The first ballots have often seen the rise of political Islam whose leaders were not part of the early days of the revolutions. This should not be forgotten. The last few years have again raised the debate on Islam and democracy. The so-called Turkish model has often been presented to show the compatibility between Islam and democracy. I am rather of the view that each country, each society can develop its own model based on its culture and history. What is essential is that such models respect some fundamental rules in order to safeguard human rights and universal values.

Before concluding, I would like to tackle the issue of the respect of international law, which should be the basic framework for the protection of human rights. In the context of the Arab spring, the international community has been able, in some cases, to live up to its responsibilities. But, unfortunately, this has not always been the case, especially at the level of the Security Council.

The intervention of the international community in Libya in order to protect the civilian population under a UN mandate is a good example. Some have criticised the scope of the intervention but it is clear that the "Responsibility to Protect" mandate has saved the lives of the people of Benghazi and for sure of other cities in Libya.

Unfortunately, the international community was not united enough to stop the bloodshed in Syria. The Arab League tried hard and I want to commend here the efforts of Secretary General Al Araby. The monitoring mission that he sent to Syria could have been successful and could have made a difference if sufficiently backed by the whole international community.

The civil war in Syria has reached new levels in barbarism. Even the most basic rules of international law have been disregarded. This is unprecedented. This is the reason why I have been engaged in the promotion and respect of international humanitarian law, particularly as far as medical care is concerned. As I stated in Montreux last month, I strongly hope that the Geneva II process will quickly lead to some tangible progress also in the field. But the first week of talks has not been very encouraging towards that end.


Ladies and Gentlemen,

It is up to the Arab people themselves to determine and shape their own future. This is why the role of civil society is so important in order to make sure that the interests of all are duly taken into account. We have seen in Tunisia that, despite the worries about some proposals being discussed and despite a long political crisis last year, the outcome of the drafting of the new constitution – in an inclusive way – has led to good results in terms of human rights. This should be encouraging for other countries in the region and beyond.
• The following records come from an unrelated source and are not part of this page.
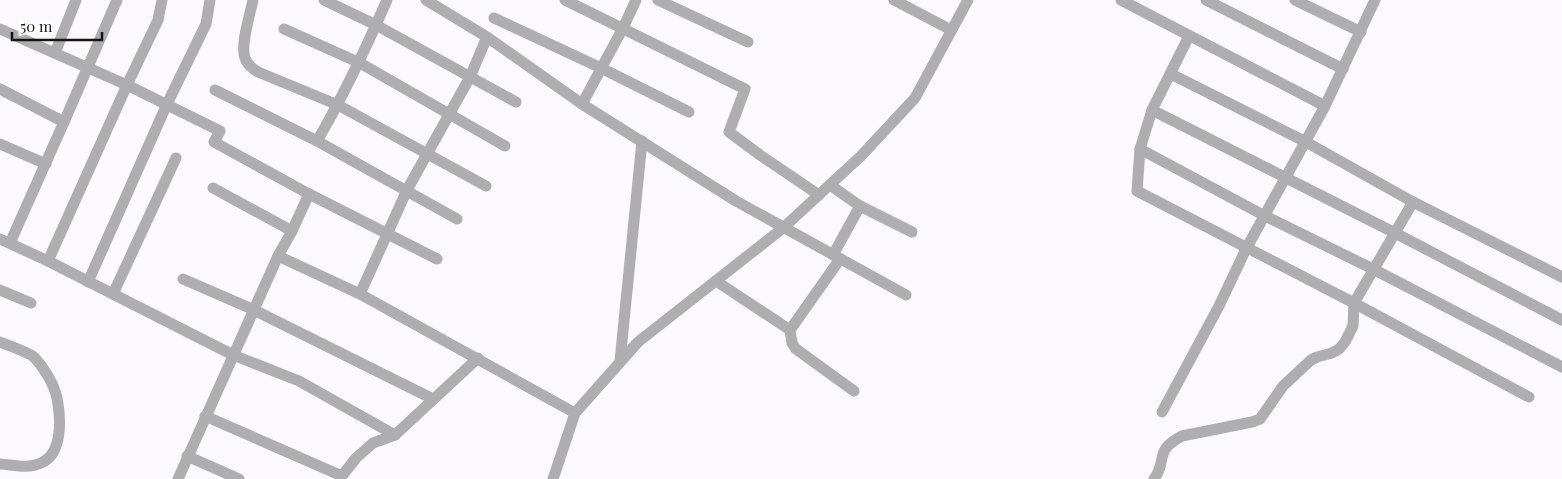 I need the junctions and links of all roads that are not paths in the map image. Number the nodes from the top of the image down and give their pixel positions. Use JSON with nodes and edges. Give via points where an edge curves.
{"nodes":[{"id":1,"x":76,"y":0,"type":"edge"},
{"id":2,"x":117,"y":0,"type":"edge"},
{"id":3,"x":162,"y":0,"type":"edge"},
{"id":4,"x":210,"y":0,"type":"edge"},
{"id":5,"x":253,"y":0,"type":"edge"},
{"id":6,"x":324,"y":0,"type":"edge"},
{"id":7,"x":388,"y":0,"type":"edge"},
{"id":8,"x":426,"y":0,"type":"edge"},
{"id":9,"x":565,"y":0,"type":"edge"},
{"id":10,"x":636,"y":0,"type":"edge"},
{"id":11,"x":658,"y":0,"type":"edge"},
{"id":12,"x":894,"y":0,"type":"edge"},
{"id":13,"x":968,"y":0,"type":"edge"},
{"id":14,"x":1121,"y":0,"type":"edge"},
{"id":15,"x":1206,"y":0,"type":"edge"},
{"id":16,"x":1295,"y":0,"type":"edge"},
{"id":17,"x":1375,"y":0,"type":"edge"},
{"id":18,"x":494,"y":18,"type":"dead end"},
{"id":19,"x":376,"y":25,"type":"junction"},
{"id":20,"x":623,"y":28,"type":"junction"},
{"id":21,"x":0,"y":29,"type":"edge"},
{"id":22,"x":284,"y":29,"type":"dead end"},
{"id":23,"x":951,"y":30,"type":"junction"},
{"id":24,"x":1361,"y":32,"type":"junction"},
{"id":25,"x":1189,"y":36,"type":"junction"},
{"id":26,"x":487,"y":37,"type":"junction"},
{"id":27,"x":748,"y":42,"type":"dead end"},
{"id":28,"x":56,"y":53,"type":"junction"},
{"id":29,"x":360,"y":63,"type":"junction"},
{"id":30,"x":88,"y":67,"type":"junction"},
{"id":31,"x":601,"y":68,"type":"junction"},
{"id":32,"x":1343,"y":69,"type":"junction"},
{"id":33,"x":1171,"y":74,"type":"junction"},
{"id":34,"x":470,"y":77,"type":"junction"},
{"id":35,"x":127,"y":85,"type":"junction"},
{"id":36,"x":0,"y":90,"type":"edge"},
{"id":37,"x":215,"y":90,"type":"dead end"},
{"id":38,"x":516,"y":102,"type":"dead end"},
{"id":39,"x":168,"y":104,"type":"junction"},
{"id":40,"x":582,"y":104,"type":"junction"},
{"id":41,"x":338,"y":105,"type":"junction"},
{"id":42,"x":1325,"y":106,"type":"junction"},
{"id":43,"x":1152,"y":110,"type":"junction"},
{"id":44,"x":689,"y":112,"type":"dead end"},
{"id":45,"x":449,"y":115,"type":"junction"},
{"id":46,"x":64,"y":122,"type":"junction"},
{"id":47,"x":318,"y":141,"type":"junction"},
{"id":48,"x":642,"y":141,"type":"junction"},
{"id":49,"x":1306,"y":142,"type":"junction"},
{"id":50,"x":0,"y":144,"type":"edge"},
{"id":51,"x":504,"y":146,"type":"dead end"},
{"id":52,"x":1140,"y":149,"type":"junction"},
{"id":53,"x":428,"y":153,"type":"junction"},
{"id":54,"x":176,"y":158,"type":"dead end"},
{"id":55,"x":46,"y":164,"type":"junction"},
{"id":56,"x":1286,"y":177,"type":"junction"},
{"id":57,"x":830,"y":184,"type":"junction"},
{"id":58,"x":486,"y":186,"type":"dead end"},
{"id":59,"x":213,"y":188,"type":"dead end"},
{"id":60,"x":407,"y":190,"type":"junction"},
{"id":61,"x":309,"y":194,"type":"junction"},
{"id":62,"x":819,"y":194,"type":"junction"},
{"id":63,"x":1414,"y":202,"type":"junction"},
{"id":64,"x":860,"y":206,"type":"junction"},
{"id":65,"x":1265,"y":216,"type":"junction"},
{"id":66,"x":457,"y":220,"type":"dead end"},
{"id":67,"x":783,"y":228,"type":"junction"},
{"id":68,"x":292,"y":231,"type":"junction"},
{"id":69,"x":912,"y":232,"type":"dead end"},
{"id":70,"x":1396,"y":233,"type":"junction"},
{"id":71,"x":386,"y":234,"type":"junction"},
{"id":72,"x":5,"y":241,"type":"edge"},
{"id":73,"x":1246,"y":249,"type":"junction"},
{"id":74,"x":278,"y":256,"type":"junction"},
{"id":75,"x":836,"y":257,"type":"junction"},
{"id":76,"x":437,"y":259,"type":"dead end"},
{"id":77,"x":48,"y":261,"type":"junction"},
{"id":78,"x":1373,"y":269,"type":"junction"},
{"id":79,"x":1562,"y":277,"type":"edge"},
{"id":80,"x":183,"y":279,"type":"dead end"},
{"id":81,"x":716,"y":280,"type":"junction"},
{"id":82,"x":88,"y":282,"type":"junction"},
{"id":83,"x":0,"y":290,"type":"edge"},
{"id":84,"x":113,"y":294,"type":"junction"},
{"id":85,"x":360,"y":294,"type":"junction"},
{"id":86,"x":906,"y":295,"type":"dead end"},
{"id":87,"x":31,"y":303,"type":"dead end"},
{"id":88,"x":1354,"y":303,"type":"junction"},
{"id":89,"x":254,"y":310,"type":"junction"},
{"id":90,"x":1562,"y":320,"type":"edge"},
{"id":91,"x":790,"y":330,"type":"junction"},
{"id":92,"x":0,"y":342,"type":"edge"},
{"id":93,"x":233,"y":354,"type":"junction"},
{"id":94,"x":478,"y":358,"type":"junction"},
{"id":95,"x":620,"y":361,"type":"junction"},
{"id":96,"x":1562,"y":366,"type":"edge"},
{"id":97,"x":854,"y":391,"type":"dead end"},
{"id":98,"x":1529,"y":396,"type":"dead end"},
{"id":99,"x":433,"y":399,"type":"junction"},
{"id":100,"x":1162,"y":412,"type":"dead end"},
{"id":101,"x":575,"y":413,"type":"junction"},
{"id":102,"x":205,"y":416,"type":"junction"},
{"id":103,"x":394,"y":435,"type":"junction"},
{"id":104,"x":187,"y":456,"type":"junction"},
{"id":105,"x":0,"y":464,"type":"edge"},
{"id":106,"x":178,"y":479,"type":"edge"},
{"id":107,"x":239,"y":479,"type":"edge"},
{"id":108,"x":553,"y":479,"type":"edge"},
{"id":109,"x":1154,"y":479,"type":"edge"}],
"edges":[{"from":1,"to":28,"type":"street"},
{"from":2,"to":30,"type":"street"},
{"from":3,"to":35,"type":"street","via":[[158,20]]},
{"from":4,"to":39,"type":"street","via":[[206,24]]},
{"from":5,"to":41,"type":"street","via":[[243,50],[245,60],[258,72]]},
{"from":6,"to":19,"type":"street"},
{"from":7,"to":19,"type":"street"},
{"from":8,"to":26,"type":"street"},
{"from":9,"to":20,"type":"street"},
{"from":10,"to":20,"type":"street"},
{"from":11,"to":27,"type":"street"},
{"from":12,"to":23,"type":"street"},
{"from":13,"to":23,"type":"street"},
{"from":14,"to":25,"type":"street"},
{"from":15,"to":32,"type":"street"},
{"from":16,"to":24,"type":"street"},
{"from":17,"to":24,"type":"street"},
{"from":18,"to":31,"type":"street"},
{"from":19,"to":29,"type":"street"},
{"from":19,"to":34,"type":"street"},
{"from":20,"to":31,"type":"street"},
{"from":20,"to":62,"type":"street","via":[[745,89],[729,132]]},
{"from":21,"to":28,"type":"street"},
{"from":22,"to":29,"type":"street"},
{"from":23,"to":57,"type":"street","via":[[915,98]]},
{"from":24,"to":32,"type":"street"},
{"from":25,"to":33,"type":"street"},
{"from":25,"to":42,"type":"street"},
{"from":26,"to":34,"type":"street"},
{"from":26,"to":40,"type":"street"},
{"from":28,"to":30,"type":"street"},
{"from":29,"to":41,"type":"street"},
{"from":29,"to":45,"type":"street"},
{"from":30,"to":35,"type":"street"},
{"from":30,"to":46,"type":"street"},
{"from":31,"to":40,"type":"street"},
{"from":31,"to":44,"type":"street"},
{"from":32,"to":42,"type":"street"},
{"from":33,"to":43,"type":"street"},
{"from":33,"to":49,"type":"street"},
{"from":34,"to":38,"type":"street"},
{"from":34,"to":45,"type":"street"},
{"from":35,"to":39,"type":"street"},
{"from":35,"to":77,"type":"street"},
{"from":36,"to":46,"type":"street"},
{"from":37,"to":47,"type":"street"},
{"from":39,"to":61,"type":"street","via":[[220,131],[214,142]]},
{"from":39,"to":82,"type":"street"},
{"from":40,"to":48,"type":"street"},
{"from":41,"to":47,"type":"street"},
{"from":41,"to":53,"type":"street"},
{"from":42,"to":49,"type":"street"},
{"from":43,"to":52,"type":"street"},
{"from":43,"to":56,"type":"street"},
{"from":45,"to":51,"type":"street"},
{"from":45,"to":53,"type":"street"},
{"from":46,"to":55,"type":"street"},
{"from":47,"to":60,"type":"street"},
{"from":48,"to":67,"type":"street"},
{"from":48,"to":95,"type":"street"},
{"from":49,"to":56,"type":"street"},
{"from":49,"to":63,"type":"street"},
{"from":50,"to":55,"type":"street"},
{"from":52,"to":65,"type":"street"},
{"from":52,"to":73,"type":"street","via":[[1137,191]]},
{"from":53,"to":58,"type":"street"},
{"from":53,"to":60,"type":"street"},
{"from":54,"to":84,"type":"street"},
{"from":55,"to":72,"type":"street"},
{"from":56,"to":65,"type":"street"},
{"from":56,"to":70,"type":"street"},
{"from":57,"to":62,"type":"street"},
{"from":57,"to":64,"type":"street"},
{"from":59,"to":68,"type":"street"},
{"from":60,"to":66,"type":"street"},
{"from":60,"to":71,"type":"street"},
{"from":61,"to":68,"type":"street"},
{"from":61,"to":71,"type":"street"},
{"from":62,"to":67,"type":"street"},
{"from":63,"to":70,"type":"street"},
{"from":63,"to":79,"type":"street"},
{"from":64,"to":69,"type":"street"},
{"from":64,"to":75,"type":"street"},
{"from":65,"to":73,"type":"street"},
{"from":65,"to":78,"type":"street"},
{"from":67,"to":75,"type":"street"},
{"from":67,"to":81,"type":"street"},
{"from":68,"to":74,"type":"street"},
{"from":70,"to":78,"type":"street"},
{"from":70,"to":90,"type":"street"},
{"from":71,"to":76,"type":"street"},
{"from":71,"to":85,"type":"street"},
{"from":72,"to":77,"type":"street"},
{"from":73,"to":88,"type":"street"},
{"from":73,"to":100,"type":"street"},
{"from":74,"to":85,"type":"street"},
{"from":74,"to":89,"type":"street"},
{"from":75,"to":86,"type":"street"},
{"from":75,"to":91,"type":"street"},
{"from":77,"to":82,"type":"street"},
{"from":78,"to":88,"type":"street"},
{"from":78,"to":96,"type":"street"},
{"from":80,"to":89,"type":"street"},
{"from":81,"to":91,"type":"street"},
{"from":81,"to":95,"type":"street","via":[[638,342]]},
{"from":82,"to":84,"type":"street"},
{"from":83,"to":87,"type":"street"},
{"from":84,"to":93,"type":"street"},
{"from":85,"to":94,"type":"street"},
{"from":88,"to":98,"type":"street"},
{"from":88,"to":109,"type":"street","via":[[1353,326],[1339,349],[1311,360],[1283,386],[1260,418],[1171,441],[1164,450]]},
{"from":89,"to":93,"type":"street"},
{"from":89,"to":99,"type":"street"},
{"from":91,"to":97,"type":"street","via":[[796,349]]},
{"from":92,"to":105,"type":"street","via":[[34,356],[57,397],[58,416],[57,447],[52,456],[34,466]]},
{"from":93,"to":102,"type":"street"},
{"from":93,"to":103,"type":"street","via":[[299,381]]},
{"from":94,"to":99,"type":"street"},
{"from":94,"to":101,"type":"street"},
{"from":95,"to":101,"type":"street"},
{"from":99,"to":103,"type":"street"},
{"from":101,"to":108,"type":"street"},
{"from":102,"to":103,"type":"street","via":[[342,476],[373,443]]},
{"from":102,"to":104,"type":"street"},
{"from":104,"to":106,"type":"street"},
{"from":104,"to":107,"type":"street"}]}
What can we do? We can certainly accompany the process and provide assistance. As Europeans, we don't have lessons to give, but we can share our experience of political transitions, from a couple of centuries or from a couple of decades ago in Eastern Europe. The promotion of regional integration or the role organisations such as the League of Arab States or the Gulf Cooperation Council can play, should also be encouraged, as well as the cooperation within the European Union. On the socioeconomic side, Belgium and the EU can support the reforms. Economic growth and prosperity will obviously contribute to the full enjoyment of human rights.

I am convinced, as I explained you earlier, that the economic dimension can never be underestimated in the process presently confronting the Arab world. The economic situation can perfectly make the difference between a country that is able to emerge stronger from the evolution process and another one that remains stuck in chaos because poverty undermines all political developments.

The transition must be an Arab process. A process by Arabs, for Arabs. But at the same time, this Arab ownership does not mean that we have to remain silent when universal values are put into question. Vigilance is certainly required as we cannot tolerate international law being grossly ignored. This is our collective responsibility.

I therefore ask you to continue to closely monitor and report on those developments, and to remain active bilaterally and in the EU and UN frameworks, in order to contribute to the respect of those universal values.

I thank you for your attention and wish you productive diplomatic days.